Yeah I variously owned a sparcstation 20, an ultra 1, an ultra 30, a vaxstation, a pizzabox alpha that looked exactly like that pic, a dec multia (the most useless machine i ever owned), an sgi indigo2, and a pdp-11. All fun to play with except the indigo2 which didn't have the proprietary drive caddies and was thus literally a doorstop, but all ultimately useless in the face of my mighty Athlon XP.

Data Graham
Dec 28, 2009

📈📊🍪😋



Oh I have a Mac LC pizzabox story.

We had one in our trig classroom in high school. In MacOS 9 and earlier, one of the "fun" things you could do as a dumb kid screwing around with the Control Panel (along with changing stuff like the desktop background and icon sizes) was to record your own custom system alert sounds. So my friends and I would sneak onto the machine before class and record things like "Barbaric YAWP" (a takeoff on the built-in "Wild Eep") and one that my friend did, "Bloodcurdling Shriek".

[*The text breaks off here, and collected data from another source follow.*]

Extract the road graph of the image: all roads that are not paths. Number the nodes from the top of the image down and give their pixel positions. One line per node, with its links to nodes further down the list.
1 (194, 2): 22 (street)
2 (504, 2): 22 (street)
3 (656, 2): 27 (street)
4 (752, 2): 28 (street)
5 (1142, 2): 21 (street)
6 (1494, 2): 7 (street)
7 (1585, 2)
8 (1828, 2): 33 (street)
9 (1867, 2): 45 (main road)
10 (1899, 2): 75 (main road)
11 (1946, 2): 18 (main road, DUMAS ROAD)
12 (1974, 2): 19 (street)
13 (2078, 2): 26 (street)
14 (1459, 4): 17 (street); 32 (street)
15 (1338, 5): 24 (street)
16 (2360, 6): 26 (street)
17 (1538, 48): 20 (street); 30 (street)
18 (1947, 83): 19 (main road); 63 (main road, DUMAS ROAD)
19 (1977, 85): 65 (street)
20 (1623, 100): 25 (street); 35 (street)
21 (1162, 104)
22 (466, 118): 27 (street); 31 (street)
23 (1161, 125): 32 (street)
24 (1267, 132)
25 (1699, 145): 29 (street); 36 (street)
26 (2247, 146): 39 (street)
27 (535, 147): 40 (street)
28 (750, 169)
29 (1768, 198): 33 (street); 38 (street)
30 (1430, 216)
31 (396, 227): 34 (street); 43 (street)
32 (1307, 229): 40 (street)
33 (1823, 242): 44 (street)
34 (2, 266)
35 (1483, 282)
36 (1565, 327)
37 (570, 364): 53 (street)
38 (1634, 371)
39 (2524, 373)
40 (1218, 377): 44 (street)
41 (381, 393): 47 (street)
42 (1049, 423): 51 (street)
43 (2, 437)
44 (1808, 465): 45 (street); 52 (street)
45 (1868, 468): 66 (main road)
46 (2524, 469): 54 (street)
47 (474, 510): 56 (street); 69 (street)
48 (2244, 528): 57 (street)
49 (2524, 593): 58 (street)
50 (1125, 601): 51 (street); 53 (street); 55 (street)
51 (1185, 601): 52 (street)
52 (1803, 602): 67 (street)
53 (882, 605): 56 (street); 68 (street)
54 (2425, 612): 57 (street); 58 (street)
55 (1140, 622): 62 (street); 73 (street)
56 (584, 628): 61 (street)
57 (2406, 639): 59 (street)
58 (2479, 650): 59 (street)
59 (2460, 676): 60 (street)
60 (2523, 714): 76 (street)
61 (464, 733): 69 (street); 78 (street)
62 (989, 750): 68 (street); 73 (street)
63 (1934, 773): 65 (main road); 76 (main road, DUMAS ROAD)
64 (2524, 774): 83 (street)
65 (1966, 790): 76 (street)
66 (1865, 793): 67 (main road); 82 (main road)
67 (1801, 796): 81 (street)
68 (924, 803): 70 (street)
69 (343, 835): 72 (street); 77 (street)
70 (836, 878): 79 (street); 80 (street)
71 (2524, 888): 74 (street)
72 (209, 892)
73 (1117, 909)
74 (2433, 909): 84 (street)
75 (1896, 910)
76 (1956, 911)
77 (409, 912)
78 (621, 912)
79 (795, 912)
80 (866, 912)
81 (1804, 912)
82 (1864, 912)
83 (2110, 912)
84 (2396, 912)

Two key things to note about classic MacOS:

- Alert sounds can be any length
- Once an alert sound is triggered in the Control Panel to listen to it, it cannot be stopped

So then came the day of our big midterm exam. All of us students were heads-down on the test, in complete silence, for the duration of the hour, and our teacher decided to use the opportunity of some peace and quiet to sit down at the LC and clean up some of the crap that we students had been cluttering it up with over the past several weeks and months.

About 20 minutes into our exam, we heard some vague sounds coming from the back of the room:

"Boop"
"Eep"
"YAWP"

I stiffened, because I knew what was coming next:

"EEEYYYYYAAAUUUAAGGGGHHHHH" *this continues at top volume, splitting the air in the silent room, for about 20 seconds*

This brings me to a third thing about the classic MacOS:

- When you are playing alert sounds via the Control Panel, every time you click—single click—on an alert will queue a play of that sound.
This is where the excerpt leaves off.